== GOAL OF THE EXERCISE ==
Return, from the data below, each line that contains the word "BERLEPSCH".

== INPUT FOR THIS TASK ==
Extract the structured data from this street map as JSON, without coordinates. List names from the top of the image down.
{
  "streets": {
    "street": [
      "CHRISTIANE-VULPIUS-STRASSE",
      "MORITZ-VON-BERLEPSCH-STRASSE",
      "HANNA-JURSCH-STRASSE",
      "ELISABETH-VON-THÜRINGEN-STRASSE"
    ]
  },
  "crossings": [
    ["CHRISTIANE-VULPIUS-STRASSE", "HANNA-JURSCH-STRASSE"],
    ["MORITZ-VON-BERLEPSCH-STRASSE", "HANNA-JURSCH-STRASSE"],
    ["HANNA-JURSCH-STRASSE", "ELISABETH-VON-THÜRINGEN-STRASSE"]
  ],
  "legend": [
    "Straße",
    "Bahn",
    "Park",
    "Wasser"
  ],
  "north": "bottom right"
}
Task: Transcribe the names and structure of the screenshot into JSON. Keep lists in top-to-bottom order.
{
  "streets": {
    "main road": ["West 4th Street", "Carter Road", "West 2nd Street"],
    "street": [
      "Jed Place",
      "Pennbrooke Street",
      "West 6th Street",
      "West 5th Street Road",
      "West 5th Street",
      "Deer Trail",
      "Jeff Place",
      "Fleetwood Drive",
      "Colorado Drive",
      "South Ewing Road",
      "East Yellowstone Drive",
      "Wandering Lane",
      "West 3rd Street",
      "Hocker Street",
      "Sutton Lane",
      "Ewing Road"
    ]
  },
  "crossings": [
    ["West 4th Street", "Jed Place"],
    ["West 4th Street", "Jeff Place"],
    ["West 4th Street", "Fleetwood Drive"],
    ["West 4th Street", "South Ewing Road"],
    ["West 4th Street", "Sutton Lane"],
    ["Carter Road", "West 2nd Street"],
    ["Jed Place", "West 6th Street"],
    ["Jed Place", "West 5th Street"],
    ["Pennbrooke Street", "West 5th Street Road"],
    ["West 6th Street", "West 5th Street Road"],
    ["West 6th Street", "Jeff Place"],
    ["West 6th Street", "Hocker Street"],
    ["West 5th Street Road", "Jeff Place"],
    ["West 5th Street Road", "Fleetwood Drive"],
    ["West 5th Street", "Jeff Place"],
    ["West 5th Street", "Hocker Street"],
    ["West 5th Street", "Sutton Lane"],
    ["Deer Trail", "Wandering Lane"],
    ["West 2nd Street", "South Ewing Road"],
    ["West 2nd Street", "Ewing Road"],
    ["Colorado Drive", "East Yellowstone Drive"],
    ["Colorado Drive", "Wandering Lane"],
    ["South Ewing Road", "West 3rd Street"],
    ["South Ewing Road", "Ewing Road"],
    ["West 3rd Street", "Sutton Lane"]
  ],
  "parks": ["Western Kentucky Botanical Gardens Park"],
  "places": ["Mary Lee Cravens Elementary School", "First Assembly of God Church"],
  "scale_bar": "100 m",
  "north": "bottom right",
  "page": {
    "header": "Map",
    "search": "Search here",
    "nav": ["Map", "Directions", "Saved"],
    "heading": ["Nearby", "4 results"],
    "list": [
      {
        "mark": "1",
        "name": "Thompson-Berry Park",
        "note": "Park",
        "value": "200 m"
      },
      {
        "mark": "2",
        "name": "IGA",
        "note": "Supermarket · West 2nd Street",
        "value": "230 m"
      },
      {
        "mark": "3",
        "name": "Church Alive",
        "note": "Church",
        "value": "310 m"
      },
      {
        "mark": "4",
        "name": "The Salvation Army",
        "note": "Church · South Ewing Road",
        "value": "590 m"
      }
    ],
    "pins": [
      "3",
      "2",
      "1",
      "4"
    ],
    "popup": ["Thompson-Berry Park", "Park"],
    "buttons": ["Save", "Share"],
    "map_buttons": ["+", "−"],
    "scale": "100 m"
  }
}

== RESPONSE AREA ==
      "MORITZ-VON-BERLEPSCH-STRASSE",
    ["MORITZ-VON-BERLEPSCH-STRASSE", "HANNA-JURSCH-STRASSE"],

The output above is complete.